I am sure the hat is a robot

Unfortunately, I do not believe in magic. In fact, I am just convinced of the idea that, in reality, the hat is no more than a simple classification algorithm (with decent use of RNNs, Recurrent Neural Networks, for speech generation).

Big 5 selection

If you are comfortable with the world of Harry Potter, you will know that the Sorting Hat selects people by their personality traits (an interesting switch of the concept of free will: the hat will make the choices for you that you are likely to make for yourself). I will assume he is going to use the Big 5 personality traits: Openness, Conscientiousness, Extroversion, Agreeableness, Neuroticism.

Fortunately, we already know the corresponding personality models of the four Harry Potter houses thanks to this research (University of California, 2019):

Unfortunately, we do not have a large DataFrame to train an AI. However, we still have valuable data. We know that from the boxplots of our features we can estimate the mean and standard deviations of every single data graphed above. That is all we need to create a probability distribution for a classification algorithm.

#Openness, Conscientiousness, Extroversion, Agreeableness, Neuroticism
[41.03, 6.32], [35.58, 7.13], [31.02, 12.20], [40.51, 7.35], [30.66, 11.17], #Griffindor
[39.41, 9.33], [36.76, 6.17], [27.79, 13.16], [41.61, 7.27], [30.00, 12.13], #Hufflepuff
[41.98, 8.23], [36.76, 6.17], [28.52, 11.17], [40.51, 7.35], [29.55, 11.17], #Ravenclow
[40.51, 7.35], [39.70, 6.10], [27.42, 11.17], [36.17, 10.22], [28.97, 12.20] #Slytherin

This is the list of mean and standard deviations for each of the features listed in a single array.

Creating the Normal Distributions

Unfortunately, the AI I will be using in scikit-learn only works on a DataFrame.
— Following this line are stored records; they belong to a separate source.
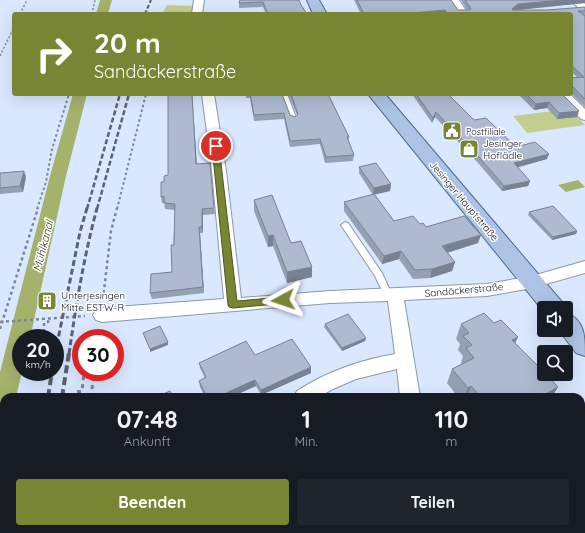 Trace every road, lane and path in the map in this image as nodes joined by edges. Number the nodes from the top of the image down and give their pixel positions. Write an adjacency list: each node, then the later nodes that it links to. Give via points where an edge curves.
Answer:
1 (27, 0): 9 (path)
2 (95, 0): 10 (path)
3 (199, 0): 11 (street)
4 (313, 0): 12 (main road)
5 (454, 0): 13 (street)
6 (575, 0): 7 (street)
7 (584, 8): 8 (street)
8 (567, 9)
9 (21, 12)
10 (92, 12)
11 (197, 12)
12 (319, 12)
13 (462, 12)
14 (12, 31): 15 (path)
15 (0, 56)
16 (68, 96): 32 (path, via 52,149 46,182)
17 (146, 96): 30 (path, via 112,232)
18 (208, 96): 29 (street)
19 (285, 96): 23 (lane)
20 (378, 96): 26 (main road, Jesinger Hauptstraße)
21 (565, 96): 22 (street)
22 (585, 116)
23 (294, 120)
24 (345, 225): 27 (lane)
25 (585, 267): 26 (street, Sandäckerstraße)
26 (532, 282): 27 (street, Sandäckerstraße, via 486,290); 28 (main road, Jesinger Hauptstraße)
27 (391, 294): 29 (street, Sandäckerstraße); 37 (street)
28 (548, 301)
29 (233, 305): 30 (street, Sandäckerstraße)
30 (102, 315): 31 (path)
31 (49, 318): 32 (path); 34 (path, via 48,322 44,323)
32 (1, 322): 33 (path)
33 (0, 329)
34 (44, 329)
35 (573, 331): 36 (main road)
36 (585, 346)
37 (404, 360): 42 (street, via 357,371); 43 (street)
38 (83, 381): 40 (path, via 82,391)
39 (93, 381): 41 (path)
40 (77, 392)
41 (91, 393)
42 (311, 393)
43 (409, 393)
We cannot directly train it using the inputs (mean and standard deviation) of the normal distribution: we will need to create the DataFrame ourselves.

In order to have usable data for my AI, I will need to create a normal distribution of each feature (Openness, Conscientiousness, Extroversion, Agreeableness, Neuroticism) for each of the four classes (‘Griffindor’, ‘Hufflepuff’, ‘Ravenclow’, ‘Slytherin’).

Given the prior mean and standard deviation I simulated random normal distribution of 1,000,000 samples. We know have a DataFrame to train our data.

Training the AI

For my purpose, I will use a Gaussian Naive Bayes classifier. This is a multi-class classification problem. After training, my AI will be able to estimate Hogwarts’s house given the personality traits as inputs.

Testing the AI

These are my personality traits. I will use them to see to which Harry Potter house I belong to.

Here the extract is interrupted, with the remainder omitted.